*** DATA PROVIDED ***

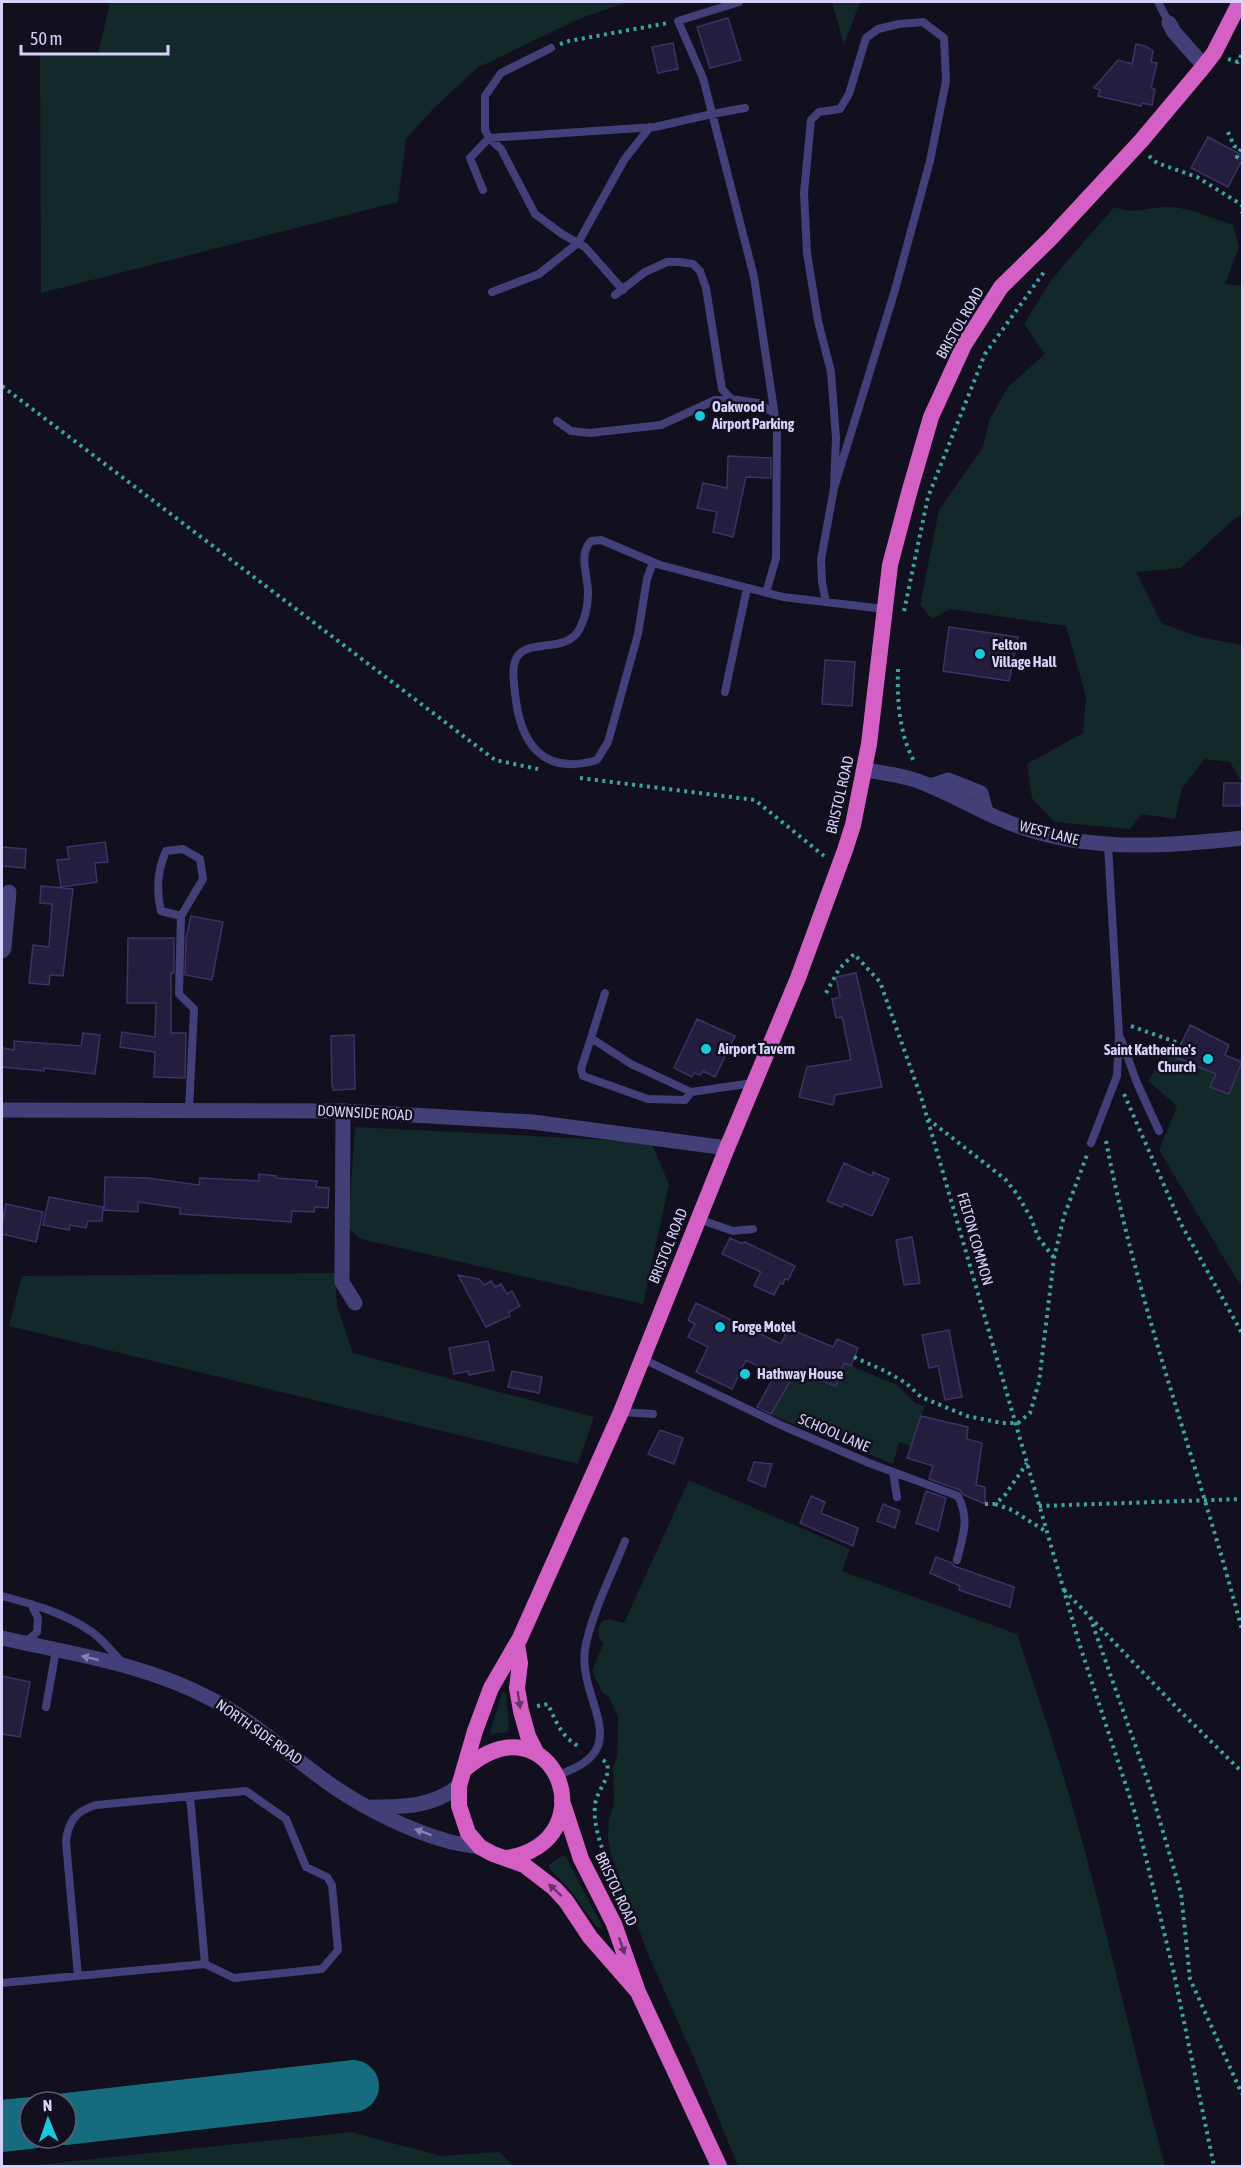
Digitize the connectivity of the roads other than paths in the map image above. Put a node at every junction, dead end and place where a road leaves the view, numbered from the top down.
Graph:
1 (739, 2) edge
2 (1158, 2) edge
3 (1240, 2) edge
4 (1169, 23) joint
5 (551, 48) road end
6 (1204, 66) junction
7 (745, 108) dead end
8 (712, 114) junction
9 (650, 127) junction
10 (489, 138) junction
11 (483, 190) dead end
12 (578, 243) junction
13 (623, 290) junction
14 (492, 292) dead end
15 (615, 295) dead end
16 (731, 399) junction
17 (774, 413) junction
18 (557, 421) dead end
19 (834, 488) junction
20 (653, 562) junction
21 (747, 588) junction
22 (765, 593) junction
23 (826, 602) junction
24 (884, 609) junction
25 (725, 692) dead end
26 (865, 770) junction
27 (1242, 838) edge
28 (1108, 845) junction
29 (11, 892) edge
30 (181, 916) junction
31 (2, 951) edge
32 (605, 993) dead end
33 (1119, 1035) junction
34 (591, 1038) junction
35 (754, 1082) junction
36 (691, 1092) junction
37 (2, 1110) edge
38 (189, 1110) junction
39 (344, 1110) junction
40 (1159, 1131) dead end
41 (1091, 1143) road end
42 (727, 1148) junction
43 (698, 1219) junction
44 (753, 1229) dead end
45 (355, 1303) dead end
46 (643, 1359) junction
47 (621, 1412) junction
48 (653, 1414) dead end
49 (893, 1472) junction
50 (897, 1497) dead end
51 (625, 1541) dead end
52 (957, 1560) dead end
53 (2, 1596) edge
54 (31, 1604) junction
55 (2, 1638) edge
56 (24, 1643) junction
57 (517, 1644) junction
58 (56, 1650) junction
59 (125, 1665) junction
60 (46, 1707) dead end
61 (537, 1752) junction
62 (465, 1769) junction
63 (557, 1776) junction
64 (459, 1786) junction
65 (190, 1796) junction
66 (562, 1802) junction
67 (369, 1807) junction
68 (480, 1846) junction
69 (507, 1858) junction
70 (205, 1964) junction
71 (78, 1976) junction
72 (2, 1983) edge
73 (638, 1992) junction
74 (720, 2166) edge

1 - 8 lane
2 - 4 lane
3 - 6 highway, BRISTOL ROAD
4 - 6 street
5 - 10 lane
6 - 24 highway, BRISTOL ROAD
7 - 8 lane
8 - 9 lane
8 - 17 lane
9 - 10 lane
9 - 12 lane
10 - 11 lane
10 - 12 lane
12 - 13 lane
12 - 14 lane
13 - 15 lane
13 - 16 lane
16 - 17 lane
16 - 18 lane
17 - 22 lane
19 - 19 lane
19 - 23 lane
20 - 20 lane
20 - 21 lane
21 - 22 lane
21 - 25 lane
22 - 23 lane
23 - 24 lane
24 - 26 highway, BRISTOL ROAD
26 - 28 street, WEST LANE
26 - 35 highway, BRISTOL ROAD
27 - 28 street, WEST LANE
28 - 33 lane
29 - 31 street
30 - 30 lane
30 - 38 lane
32 - 34 lane
33 - 40 lane
33 - 41 lane
34 - 36 lane
34 - 36 lane
35 - 36 lane
35 - 42 highway, BRISTOL ROAD
37 - 38 street, DOWNSIDE ROAD
38 - 39 street, DOWNSIDE ROAD
39 - 42 street, DOWNSIDE ROAD
39 - 45 street
42 - 43 highway, BRISTOL ROAD
43 - 44 lane
43 - 46 highway, BRISTOL ROAD
46 - 47 highway, BRISTOL ROAD
46 - 49 lane, SCHOOL LANE
47 - 48 lane
47 - 57 highway, BRISTOL ROAD
49 - 50 lane
49 - 52 lane, SCHOOL LANE
51 - 63 lane
53 - 54 lane
54 - 56 lane
54 - 59 lane
55 - 56 street, NORTH SIDE ROAD
56 - 58 street, NORTH SIDE ROAD
57 -> 61 highway, BRISTOL ROAD
57 - 62 highway, BRISTOL ROAD
59 -> 58 street, NORTH SIDE ROAD
58 - 60 lane
59 - 67 street, NORTH SIDE ROAD
61 - 62 highway
61 - 63 highway
62 - 64 highway
63 - 66 highway
64 - 67 street
64 - 68 highway
65 - 70 lane
65 - 70 lane
65 - 71 lane
66 - 69 highway
66 -> 73 highway, BRISTOL ROAD
68 -> 67 street, NORTH SIDE ROAD
68 - 69 highway
73 -> 69 highway, BRISTOL ROAD
70 - 71 lane
71 - 72 lane
73 - 74 highway, BRISTOL ROAD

***

Give only the number of lines above that hold the string "edge".

11